WHAT THE EXERCISE ASKS => Every entry has to be restated word for word.

RECORDS FOR THIS EXERCISE =>

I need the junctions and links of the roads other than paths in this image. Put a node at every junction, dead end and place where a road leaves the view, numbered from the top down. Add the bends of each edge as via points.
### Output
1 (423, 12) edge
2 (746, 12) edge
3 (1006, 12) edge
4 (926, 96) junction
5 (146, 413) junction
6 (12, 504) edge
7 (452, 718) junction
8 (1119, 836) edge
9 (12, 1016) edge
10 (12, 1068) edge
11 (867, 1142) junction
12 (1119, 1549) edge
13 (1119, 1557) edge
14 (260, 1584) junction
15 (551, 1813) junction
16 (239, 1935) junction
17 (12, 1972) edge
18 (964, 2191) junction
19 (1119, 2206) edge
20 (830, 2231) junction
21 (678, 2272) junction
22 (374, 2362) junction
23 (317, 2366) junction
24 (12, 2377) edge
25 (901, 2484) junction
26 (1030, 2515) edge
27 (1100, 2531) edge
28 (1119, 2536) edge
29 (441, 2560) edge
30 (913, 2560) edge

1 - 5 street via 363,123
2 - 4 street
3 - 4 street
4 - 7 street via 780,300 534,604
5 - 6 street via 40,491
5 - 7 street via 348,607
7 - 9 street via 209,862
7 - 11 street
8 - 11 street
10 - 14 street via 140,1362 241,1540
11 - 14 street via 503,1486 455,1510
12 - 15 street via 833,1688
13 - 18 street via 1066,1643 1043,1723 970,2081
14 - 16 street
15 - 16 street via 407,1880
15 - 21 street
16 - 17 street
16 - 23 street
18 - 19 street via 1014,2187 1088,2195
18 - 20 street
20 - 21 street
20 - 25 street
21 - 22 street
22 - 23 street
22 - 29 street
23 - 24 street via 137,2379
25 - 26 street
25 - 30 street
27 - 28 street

EXERCISE OUTPUT =>
I need the junctions and links of the roads other than paths in this image. Put a node at every junction, dead end and place where a road leaves the view, numbered from the top down. Add the bends of each edge as via points.
### Output
1 (423, 12) edge
2 (746, 12) edge
3 (1006, 12) edge
4 (926, 96) junction
5 (146, 413) junction
6 (12, 504) edge
7 (452, 718) junction
8 (1119, 836) edge
9 (12, 1016) edge
10 (12, 1068) edge
11 (867, 1142) junction
12 (1119, 1549) edge
13 (1119, 1557) edge
14 (260, 1584) junction
15 (551, 1813) junction
16 (239, 1935) junction
17 (12, 1972) edge
18 (964, 2191) junction
19 (1119, 2206) edge
20 (830, 2231) junction
21 (678, 2272) junction
22 (374, 2362) junction
23 (317, 2366) junction
24 (12, 2377) edge
25 (901, 2484) junction
26 (1030, 2515) edge
27 (1100, 2531) edge
28 (1119, 2536) edge
29 (441, 2560) edge
30 (913, 2560) edge

1 - 5 street via 363,123
2 - 4 street
3 - 4 street
4 - 7 street via 780,300 534,604
5 - 6 street via 40,491
5 - 7 street via 348,607
7 - 9 street via 209,862
7 - 11 street
8 - 11 street
10 - 14 street via 140,1362 241,1540
11 - 14 street via 503,1486 455,1510
12 - 15 street via 833,1688
13 - 18 street via 1066,1643 1043,1723 970,2081
14 - 16 street
15 - 16 street via 407,1880
15 - 21 street
16 - 17 street
16 - 23 street
18 - 19 street via 1014,2187 1088,2195
18 - 20 street
20 - 21 street
20 - 25 street
21 - 22 street
22 - 23 street
22 - 29 street
23 - 24 street via 137,2379
25 - 26 street
25 - 30 street
27 - 28 street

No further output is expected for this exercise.